What you will do: For the entries below, state how many lines contain the word "image" and add nothing else.

Provided material:
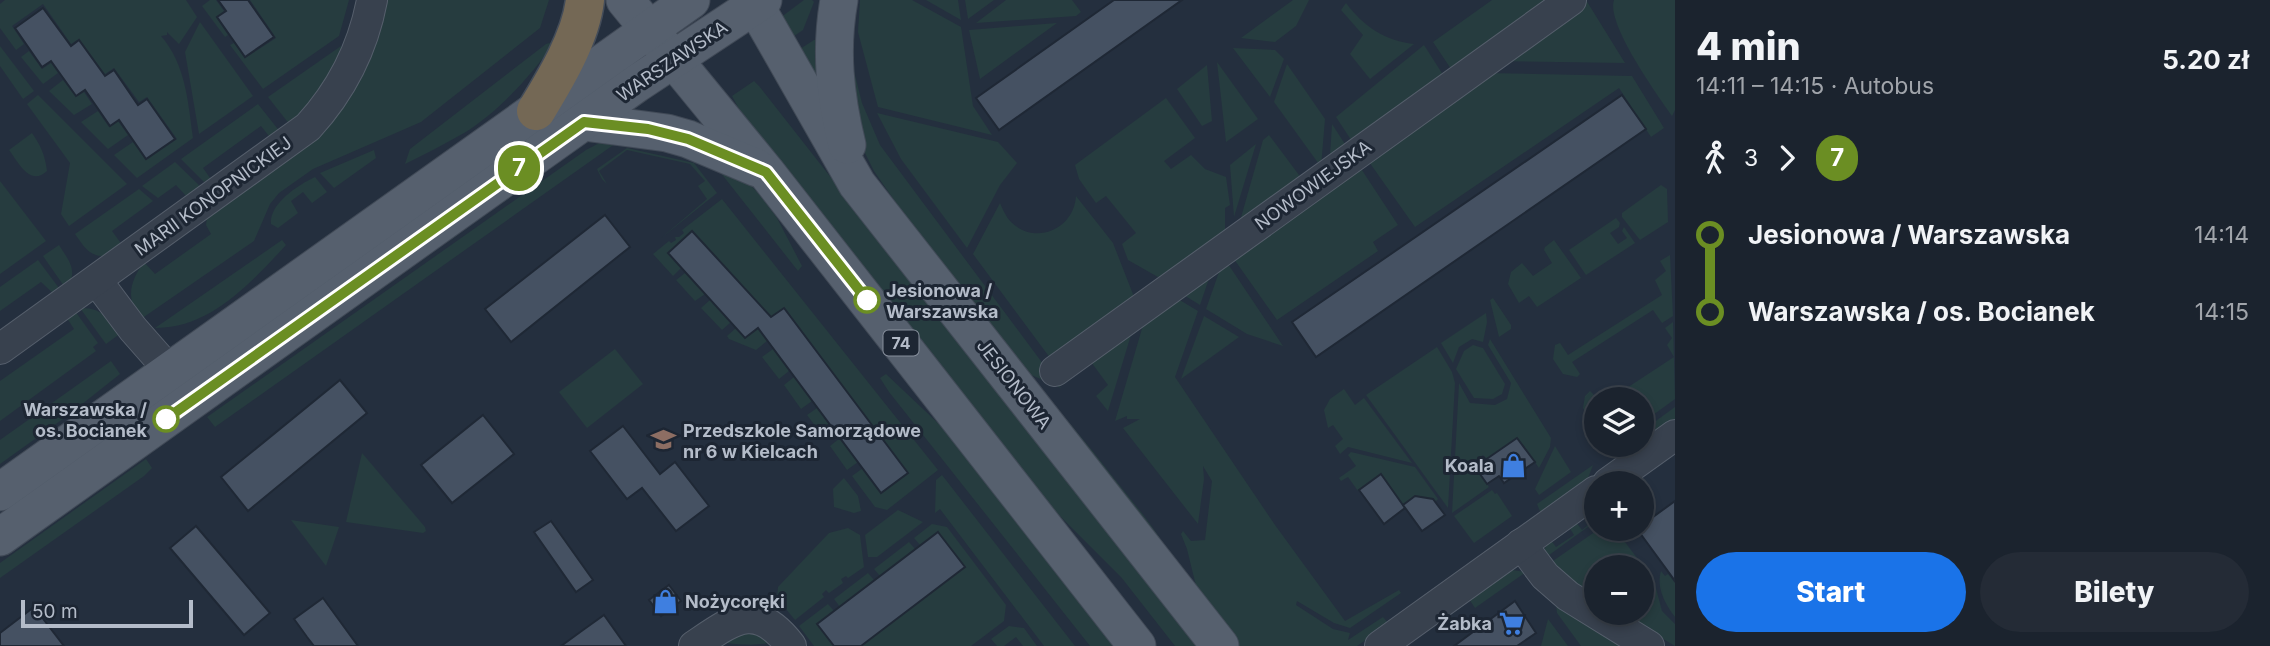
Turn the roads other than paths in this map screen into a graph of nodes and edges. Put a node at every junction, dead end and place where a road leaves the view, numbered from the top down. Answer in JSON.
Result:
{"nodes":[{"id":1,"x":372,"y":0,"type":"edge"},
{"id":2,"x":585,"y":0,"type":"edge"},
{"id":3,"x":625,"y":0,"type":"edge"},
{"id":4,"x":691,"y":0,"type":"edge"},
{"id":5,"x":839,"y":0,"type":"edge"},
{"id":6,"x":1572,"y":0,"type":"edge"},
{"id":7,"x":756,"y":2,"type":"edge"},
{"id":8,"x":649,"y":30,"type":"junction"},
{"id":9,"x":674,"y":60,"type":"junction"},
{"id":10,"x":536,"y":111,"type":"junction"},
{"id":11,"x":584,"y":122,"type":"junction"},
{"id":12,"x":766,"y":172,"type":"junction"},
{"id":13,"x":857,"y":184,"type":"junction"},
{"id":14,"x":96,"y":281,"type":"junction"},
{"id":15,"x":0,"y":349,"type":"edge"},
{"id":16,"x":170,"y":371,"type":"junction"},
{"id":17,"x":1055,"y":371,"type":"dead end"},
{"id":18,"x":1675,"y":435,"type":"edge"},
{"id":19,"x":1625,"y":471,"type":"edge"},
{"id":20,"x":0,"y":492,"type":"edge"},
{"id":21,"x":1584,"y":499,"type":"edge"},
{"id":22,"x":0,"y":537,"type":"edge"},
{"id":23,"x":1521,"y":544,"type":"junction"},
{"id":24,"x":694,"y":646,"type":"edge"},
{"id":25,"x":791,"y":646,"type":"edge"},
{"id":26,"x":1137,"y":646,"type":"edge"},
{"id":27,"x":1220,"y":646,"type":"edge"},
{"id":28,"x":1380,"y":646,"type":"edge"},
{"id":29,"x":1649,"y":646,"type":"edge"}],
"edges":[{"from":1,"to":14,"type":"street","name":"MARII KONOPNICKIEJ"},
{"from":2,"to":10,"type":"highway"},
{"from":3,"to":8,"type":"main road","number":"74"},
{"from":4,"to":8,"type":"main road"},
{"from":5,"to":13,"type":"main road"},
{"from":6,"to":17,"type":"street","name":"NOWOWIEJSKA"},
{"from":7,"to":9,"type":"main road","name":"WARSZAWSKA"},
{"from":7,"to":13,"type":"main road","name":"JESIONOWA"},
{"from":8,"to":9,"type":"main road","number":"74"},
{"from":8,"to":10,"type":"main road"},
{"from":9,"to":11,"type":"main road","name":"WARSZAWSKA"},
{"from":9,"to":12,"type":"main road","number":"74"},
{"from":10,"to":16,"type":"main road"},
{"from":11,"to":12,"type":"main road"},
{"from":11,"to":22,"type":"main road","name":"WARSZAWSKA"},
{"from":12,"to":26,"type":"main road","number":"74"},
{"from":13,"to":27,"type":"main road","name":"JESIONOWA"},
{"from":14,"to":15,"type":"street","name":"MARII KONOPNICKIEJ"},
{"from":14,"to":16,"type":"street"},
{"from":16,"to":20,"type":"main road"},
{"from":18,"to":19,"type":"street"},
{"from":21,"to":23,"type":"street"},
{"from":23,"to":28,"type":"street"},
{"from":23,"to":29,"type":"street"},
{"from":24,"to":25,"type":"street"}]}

==

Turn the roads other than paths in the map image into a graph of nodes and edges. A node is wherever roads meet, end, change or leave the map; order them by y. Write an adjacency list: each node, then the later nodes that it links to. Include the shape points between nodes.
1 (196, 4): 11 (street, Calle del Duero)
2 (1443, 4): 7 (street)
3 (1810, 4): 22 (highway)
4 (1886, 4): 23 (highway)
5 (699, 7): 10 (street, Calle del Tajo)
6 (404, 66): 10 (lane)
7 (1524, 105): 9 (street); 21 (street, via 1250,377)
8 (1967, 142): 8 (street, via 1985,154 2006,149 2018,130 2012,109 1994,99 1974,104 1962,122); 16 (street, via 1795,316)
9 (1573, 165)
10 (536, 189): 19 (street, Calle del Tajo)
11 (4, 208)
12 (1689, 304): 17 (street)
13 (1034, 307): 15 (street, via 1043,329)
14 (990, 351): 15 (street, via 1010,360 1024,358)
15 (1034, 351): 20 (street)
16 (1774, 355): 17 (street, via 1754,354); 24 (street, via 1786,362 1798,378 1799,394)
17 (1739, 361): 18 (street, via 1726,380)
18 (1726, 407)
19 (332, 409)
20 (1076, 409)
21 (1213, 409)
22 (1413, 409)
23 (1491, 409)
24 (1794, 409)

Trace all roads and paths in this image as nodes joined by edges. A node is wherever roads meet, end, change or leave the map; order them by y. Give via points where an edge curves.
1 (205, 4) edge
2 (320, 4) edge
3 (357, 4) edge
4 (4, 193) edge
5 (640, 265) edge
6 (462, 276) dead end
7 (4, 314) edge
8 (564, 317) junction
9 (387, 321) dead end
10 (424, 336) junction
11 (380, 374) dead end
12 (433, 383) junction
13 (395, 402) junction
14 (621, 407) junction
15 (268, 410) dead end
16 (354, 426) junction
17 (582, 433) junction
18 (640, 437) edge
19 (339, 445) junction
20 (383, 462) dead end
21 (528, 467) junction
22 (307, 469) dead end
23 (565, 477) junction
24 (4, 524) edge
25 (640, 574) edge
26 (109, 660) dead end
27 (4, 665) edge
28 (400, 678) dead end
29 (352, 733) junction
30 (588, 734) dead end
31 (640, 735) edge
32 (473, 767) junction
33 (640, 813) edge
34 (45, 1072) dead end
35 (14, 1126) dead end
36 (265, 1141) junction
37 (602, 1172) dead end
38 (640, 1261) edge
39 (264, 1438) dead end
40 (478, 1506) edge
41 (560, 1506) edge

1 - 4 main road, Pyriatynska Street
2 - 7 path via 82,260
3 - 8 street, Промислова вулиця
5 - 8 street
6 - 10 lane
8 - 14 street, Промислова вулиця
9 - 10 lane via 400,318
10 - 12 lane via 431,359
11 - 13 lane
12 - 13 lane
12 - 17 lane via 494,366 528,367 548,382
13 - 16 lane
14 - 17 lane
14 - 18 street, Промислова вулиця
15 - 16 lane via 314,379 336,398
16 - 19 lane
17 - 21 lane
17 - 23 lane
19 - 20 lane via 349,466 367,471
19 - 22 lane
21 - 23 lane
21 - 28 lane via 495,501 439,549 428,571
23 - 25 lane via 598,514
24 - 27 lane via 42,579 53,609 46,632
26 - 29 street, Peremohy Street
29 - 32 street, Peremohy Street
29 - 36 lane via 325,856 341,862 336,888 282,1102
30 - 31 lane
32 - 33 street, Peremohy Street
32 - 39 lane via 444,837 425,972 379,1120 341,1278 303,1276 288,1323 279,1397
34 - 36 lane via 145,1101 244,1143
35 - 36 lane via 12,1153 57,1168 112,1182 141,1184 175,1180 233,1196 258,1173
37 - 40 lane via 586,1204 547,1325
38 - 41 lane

==

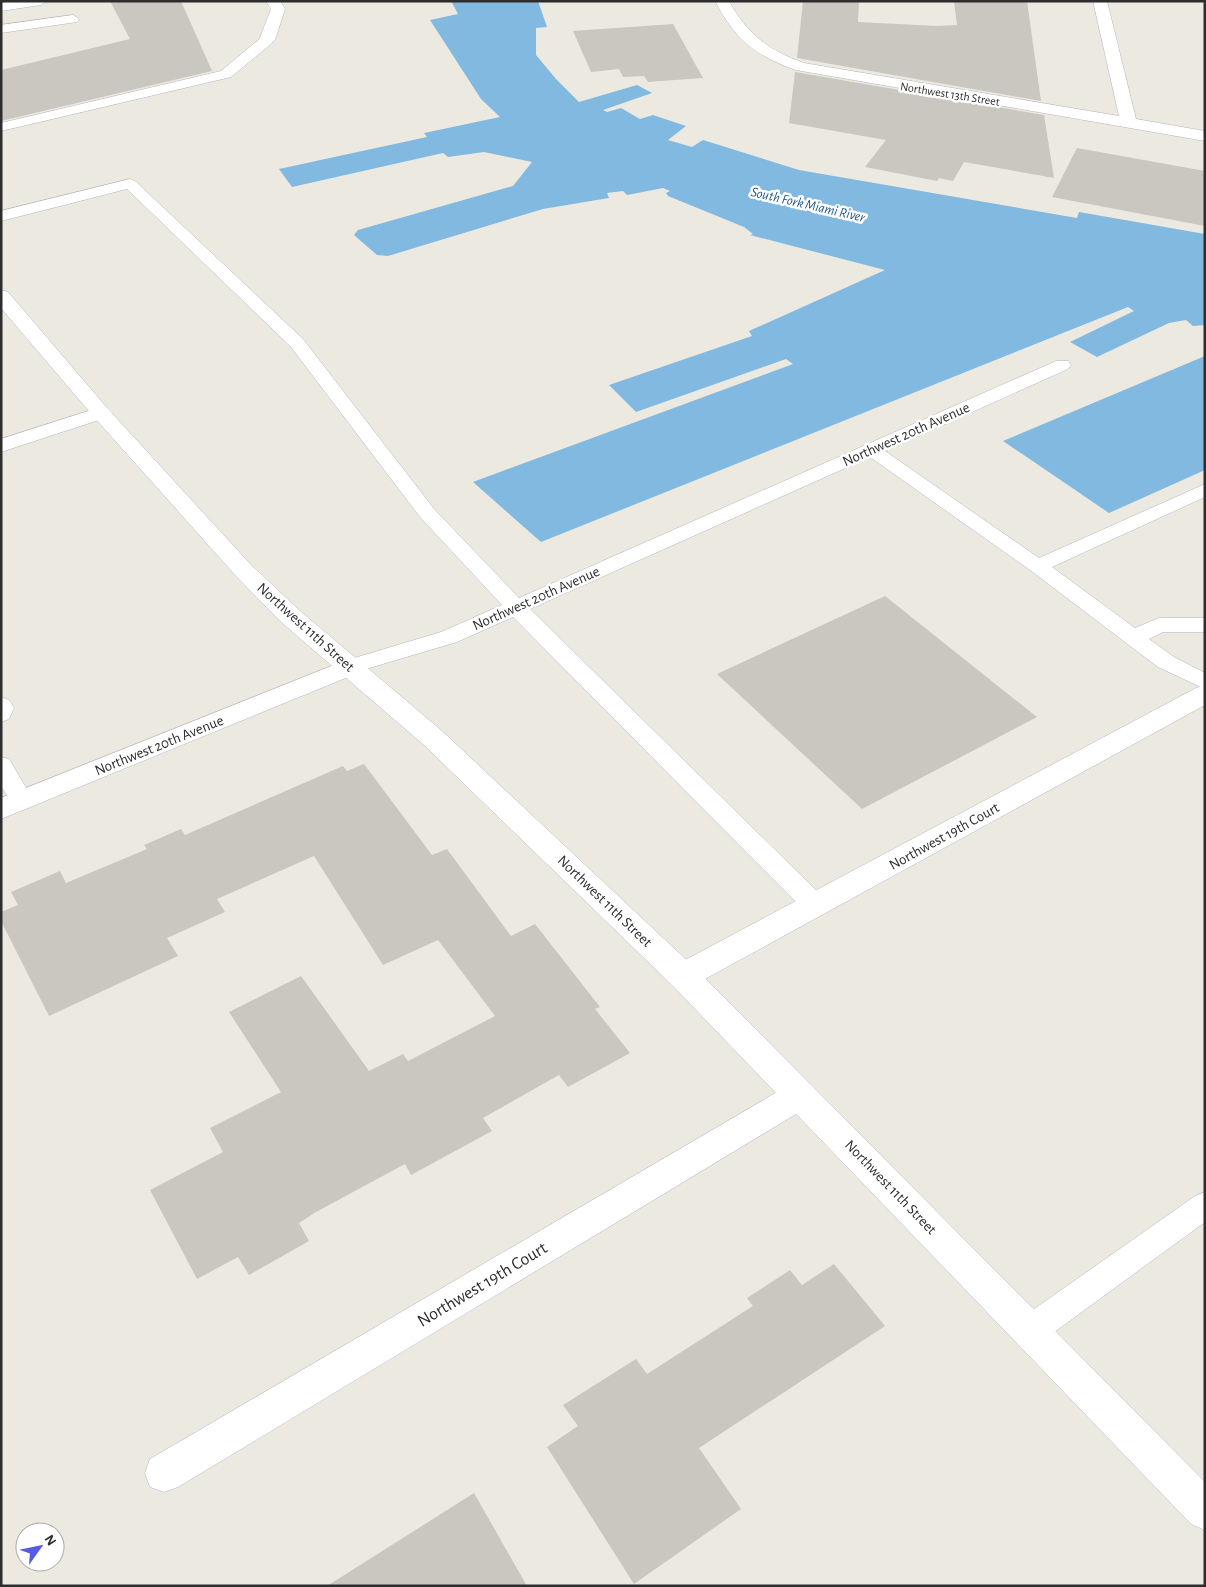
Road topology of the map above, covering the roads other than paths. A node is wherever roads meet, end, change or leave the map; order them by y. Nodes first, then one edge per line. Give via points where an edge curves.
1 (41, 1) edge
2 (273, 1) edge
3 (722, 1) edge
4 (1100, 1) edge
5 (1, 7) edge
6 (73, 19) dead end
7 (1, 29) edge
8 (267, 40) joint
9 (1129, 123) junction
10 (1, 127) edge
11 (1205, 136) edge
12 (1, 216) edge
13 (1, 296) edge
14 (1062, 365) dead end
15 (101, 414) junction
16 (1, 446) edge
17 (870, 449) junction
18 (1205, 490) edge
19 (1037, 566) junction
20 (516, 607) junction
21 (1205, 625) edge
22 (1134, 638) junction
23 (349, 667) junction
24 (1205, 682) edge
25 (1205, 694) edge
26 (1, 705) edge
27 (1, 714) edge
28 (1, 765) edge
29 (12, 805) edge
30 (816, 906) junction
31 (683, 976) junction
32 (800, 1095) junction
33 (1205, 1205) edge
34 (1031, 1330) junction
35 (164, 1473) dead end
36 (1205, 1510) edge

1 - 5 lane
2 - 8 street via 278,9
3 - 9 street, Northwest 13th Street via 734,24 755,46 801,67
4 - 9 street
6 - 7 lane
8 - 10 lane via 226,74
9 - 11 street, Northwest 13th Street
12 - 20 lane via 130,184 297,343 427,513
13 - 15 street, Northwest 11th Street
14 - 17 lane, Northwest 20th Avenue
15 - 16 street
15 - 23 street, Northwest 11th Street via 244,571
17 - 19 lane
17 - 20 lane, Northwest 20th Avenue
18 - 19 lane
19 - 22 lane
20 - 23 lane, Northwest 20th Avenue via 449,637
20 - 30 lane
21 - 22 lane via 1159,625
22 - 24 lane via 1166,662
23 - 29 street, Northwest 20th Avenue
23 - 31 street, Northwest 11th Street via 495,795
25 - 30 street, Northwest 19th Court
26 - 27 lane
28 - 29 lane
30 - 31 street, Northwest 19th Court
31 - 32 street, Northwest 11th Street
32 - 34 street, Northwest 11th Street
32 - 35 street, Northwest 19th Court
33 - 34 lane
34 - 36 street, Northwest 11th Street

Exercise response: 2